(Data supplied):
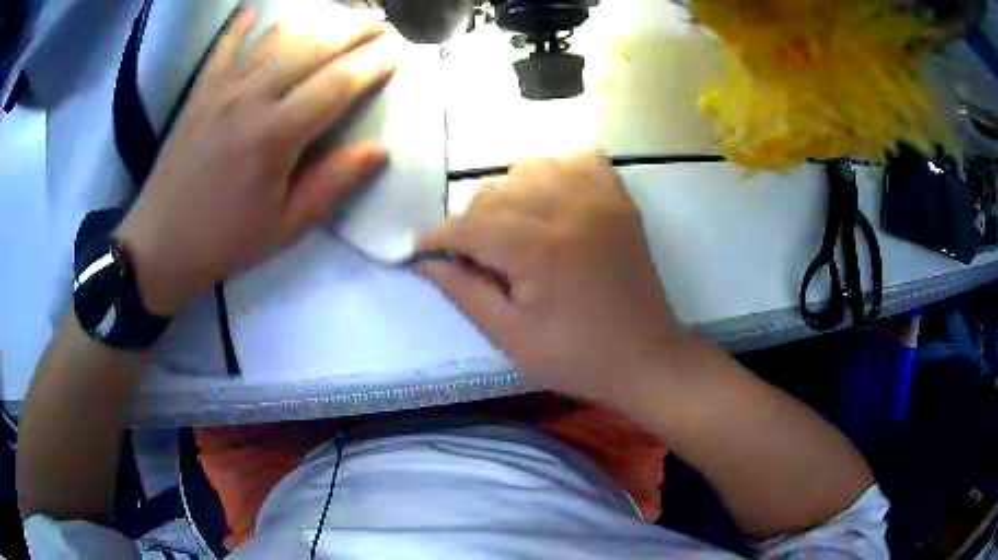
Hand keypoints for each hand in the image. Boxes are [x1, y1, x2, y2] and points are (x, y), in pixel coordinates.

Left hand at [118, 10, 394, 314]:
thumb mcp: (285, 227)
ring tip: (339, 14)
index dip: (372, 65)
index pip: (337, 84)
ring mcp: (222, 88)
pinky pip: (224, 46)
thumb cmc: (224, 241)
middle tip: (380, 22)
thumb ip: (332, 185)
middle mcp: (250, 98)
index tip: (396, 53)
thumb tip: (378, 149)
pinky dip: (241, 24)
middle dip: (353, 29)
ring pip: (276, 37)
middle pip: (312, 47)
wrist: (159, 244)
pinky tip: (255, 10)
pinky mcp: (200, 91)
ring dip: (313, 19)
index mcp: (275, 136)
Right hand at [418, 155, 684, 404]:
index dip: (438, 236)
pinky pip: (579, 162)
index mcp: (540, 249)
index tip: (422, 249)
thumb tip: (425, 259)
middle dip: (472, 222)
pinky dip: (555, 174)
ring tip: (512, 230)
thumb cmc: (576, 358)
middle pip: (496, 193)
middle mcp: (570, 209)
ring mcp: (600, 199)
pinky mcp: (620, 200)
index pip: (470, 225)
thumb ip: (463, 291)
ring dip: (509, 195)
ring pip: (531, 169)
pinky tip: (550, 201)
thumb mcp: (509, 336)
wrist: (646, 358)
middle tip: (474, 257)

---

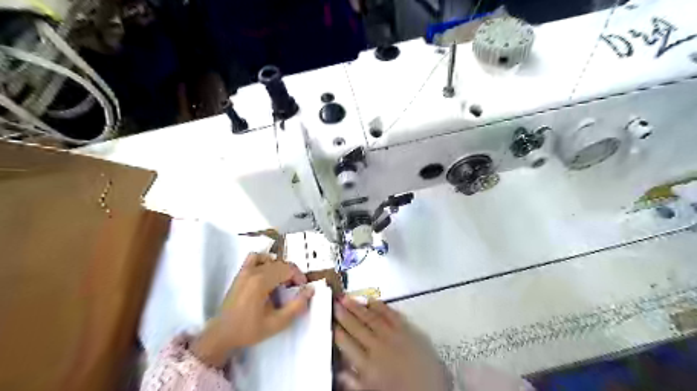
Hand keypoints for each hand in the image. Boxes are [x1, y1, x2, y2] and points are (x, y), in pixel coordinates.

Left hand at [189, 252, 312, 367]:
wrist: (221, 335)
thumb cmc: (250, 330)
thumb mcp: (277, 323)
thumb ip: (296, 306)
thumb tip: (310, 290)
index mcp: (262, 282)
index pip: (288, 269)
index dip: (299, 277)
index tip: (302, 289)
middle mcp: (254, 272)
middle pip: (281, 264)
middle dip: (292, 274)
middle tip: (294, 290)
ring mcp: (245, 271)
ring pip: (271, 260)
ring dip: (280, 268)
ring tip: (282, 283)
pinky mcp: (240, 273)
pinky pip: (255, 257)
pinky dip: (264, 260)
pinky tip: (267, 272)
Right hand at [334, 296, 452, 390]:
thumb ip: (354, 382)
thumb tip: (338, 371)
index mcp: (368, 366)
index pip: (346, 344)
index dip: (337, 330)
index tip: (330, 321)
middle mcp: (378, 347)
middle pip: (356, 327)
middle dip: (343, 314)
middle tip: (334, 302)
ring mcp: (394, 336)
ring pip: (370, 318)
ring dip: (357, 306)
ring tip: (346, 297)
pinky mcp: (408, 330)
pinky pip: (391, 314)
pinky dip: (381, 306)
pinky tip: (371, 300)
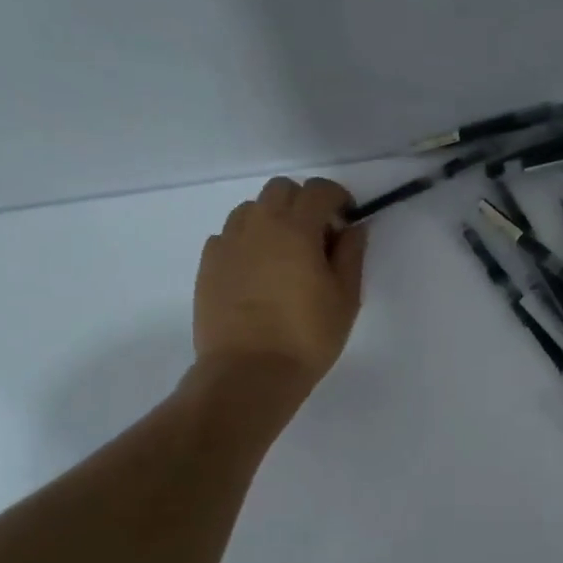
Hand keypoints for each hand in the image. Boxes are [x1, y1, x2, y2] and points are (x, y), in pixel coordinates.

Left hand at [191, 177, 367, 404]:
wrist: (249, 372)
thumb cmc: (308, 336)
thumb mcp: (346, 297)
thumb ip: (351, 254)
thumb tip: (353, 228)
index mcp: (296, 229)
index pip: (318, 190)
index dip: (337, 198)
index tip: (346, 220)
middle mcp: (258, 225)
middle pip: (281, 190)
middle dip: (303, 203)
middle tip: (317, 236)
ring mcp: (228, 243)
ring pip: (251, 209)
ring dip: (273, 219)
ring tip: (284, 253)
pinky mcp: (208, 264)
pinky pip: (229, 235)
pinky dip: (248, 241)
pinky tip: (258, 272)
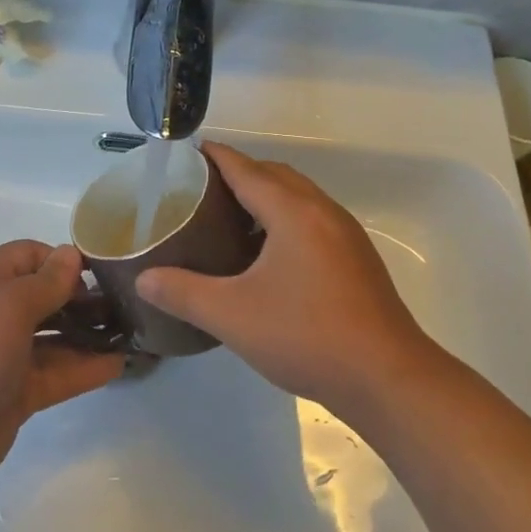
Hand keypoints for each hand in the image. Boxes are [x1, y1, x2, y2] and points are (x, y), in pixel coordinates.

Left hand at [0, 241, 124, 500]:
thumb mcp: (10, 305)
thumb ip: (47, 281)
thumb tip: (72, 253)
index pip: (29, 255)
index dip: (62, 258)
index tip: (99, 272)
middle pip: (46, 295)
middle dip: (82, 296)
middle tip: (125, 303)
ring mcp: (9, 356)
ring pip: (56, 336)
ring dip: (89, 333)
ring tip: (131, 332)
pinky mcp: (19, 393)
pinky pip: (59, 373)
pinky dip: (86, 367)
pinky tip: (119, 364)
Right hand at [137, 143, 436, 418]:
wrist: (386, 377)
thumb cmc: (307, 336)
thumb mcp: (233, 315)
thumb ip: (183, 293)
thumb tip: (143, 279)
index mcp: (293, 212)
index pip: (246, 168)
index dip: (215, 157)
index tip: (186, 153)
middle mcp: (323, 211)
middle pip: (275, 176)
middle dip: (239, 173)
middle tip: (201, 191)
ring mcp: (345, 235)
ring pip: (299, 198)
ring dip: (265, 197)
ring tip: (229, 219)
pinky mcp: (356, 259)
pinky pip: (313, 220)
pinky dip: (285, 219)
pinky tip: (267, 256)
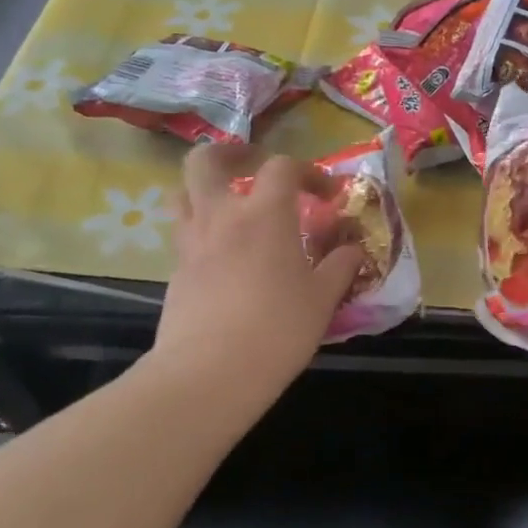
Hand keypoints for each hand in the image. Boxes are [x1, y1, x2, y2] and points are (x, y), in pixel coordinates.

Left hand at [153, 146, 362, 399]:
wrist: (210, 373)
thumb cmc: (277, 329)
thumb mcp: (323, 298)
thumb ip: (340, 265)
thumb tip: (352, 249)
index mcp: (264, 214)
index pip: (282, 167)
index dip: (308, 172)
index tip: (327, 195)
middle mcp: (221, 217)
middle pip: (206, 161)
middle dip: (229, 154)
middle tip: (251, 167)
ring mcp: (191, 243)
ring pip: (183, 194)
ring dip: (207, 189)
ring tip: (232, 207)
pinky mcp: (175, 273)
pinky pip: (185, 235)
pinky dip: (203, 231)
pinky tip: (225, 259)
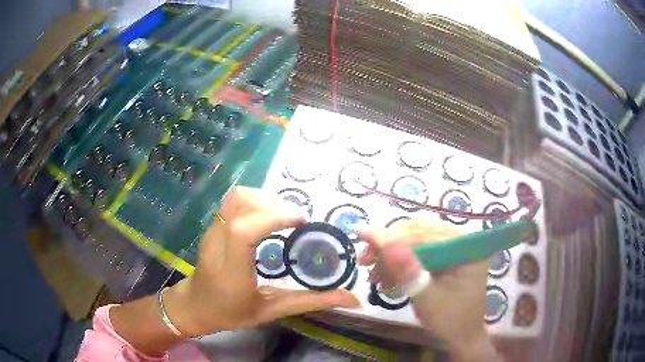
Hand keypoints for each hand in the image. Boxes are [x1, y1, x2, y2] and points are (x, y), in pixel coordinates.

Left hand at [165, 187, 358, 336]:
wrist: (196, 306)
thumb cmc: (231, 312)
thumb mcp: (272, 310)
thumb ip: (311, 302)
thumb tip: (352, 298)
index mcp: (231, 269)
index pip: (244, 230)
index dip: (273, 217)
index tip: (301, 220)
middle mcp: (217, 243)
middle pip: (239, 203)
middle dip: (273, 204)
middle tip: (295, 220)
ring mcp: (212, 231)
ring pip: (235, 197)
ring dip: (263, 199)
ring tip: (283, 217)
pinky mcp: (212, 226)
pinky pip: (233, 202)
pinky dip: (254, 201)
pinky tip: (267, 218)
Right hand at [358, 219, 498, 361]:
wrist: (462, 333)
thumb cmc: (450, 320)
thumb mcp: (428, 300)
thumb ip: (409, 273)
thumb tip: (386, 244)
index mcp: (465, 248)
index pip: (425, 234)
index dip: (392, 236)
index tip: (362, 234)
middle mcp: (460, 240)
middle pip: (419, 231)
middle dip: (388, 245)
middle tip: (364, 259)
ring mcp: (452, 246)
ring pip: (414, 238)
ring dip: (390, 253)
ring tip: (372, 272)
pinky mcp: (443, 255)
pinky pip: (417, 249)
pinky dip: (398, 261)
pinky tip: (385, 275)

(Exercise): Using the listing above, repeat word for word each line from the one with "index pip: (246, 168)" down to the one with "pinky dip: (254, 201)", both included. Omit all pictures.

(Task solution):
index pip: (246, 168)
index dip: (215, 157)
index tip: (186, 153)
middle mcp: (323, 211)
middle pip: (275, 176)
middle dip: (239, 173)
middle tip: (201, 191)
ring mcp: (345, 235)
ring pip: (299, 198)
ring dip: (265, 197)
ring tip: (229, 219)
pinky mcp: (356, 259)
pinky pip: (313, 220)
pinky dip: (285, 219)
pinky tip: (267, 256)
Hand keypoints for each hand in the image. Boxes are [x1, y1, x2, y2] and points are (x, y), in pixel coordinates.

Left hand at [153, 146, 362, 399]:
wrist: (210, 373)
thumb cmc: (277, 329)
thumb mcp: (323, 298)
thumb ip: (340, 265)
thumb tip: (352, 249)
index mcp: (264, 214)
index pip: (282, 167)
index dip: (308, 172)
index tip: (327, 195)
middle mcp: (221, 217)
middle pip: (206, 161)
middle dip: (229, 154)
middle tip: (251, 167)
ring mcp: (191, 243)
ring pip: (183, 194)
ring dip: (207, 189)
ring tip: (232, 207)
pinky mcp: (175, 273)
pinky pip: (185, 235)
pinky dip: (203, 231)
pinky tip: (225, 259)
Hand keypoints for each hand in the image. Boxes are [x1, y1, x2, y2] and points are (x, y), in pixel coordinates.

Left hand at [165, 187, 358, 336]:
wrist: (196, 306)
thumb cmc: (231, 312)
thumb mcp: (272, 310)
thumb ip: (311, 302)
thumb tip: (352, 298)
index mcp: (231, 269)
index pip: (244, 230)
index dip: (273, 217)
index tip: (301, 220)
middle mcp: (217, 243)
middle pip: (239, 203)
middle dip: (273, 204)
middle tip: (295, 220)
ring mcp: (212, 231)
ring pip: (235, 197)
ring dip: (263, 199)
ring tip: (283, 217)
pinky mcp: (212, 226)
pinky pip: (233, 202)
pinky dip: (254, 201)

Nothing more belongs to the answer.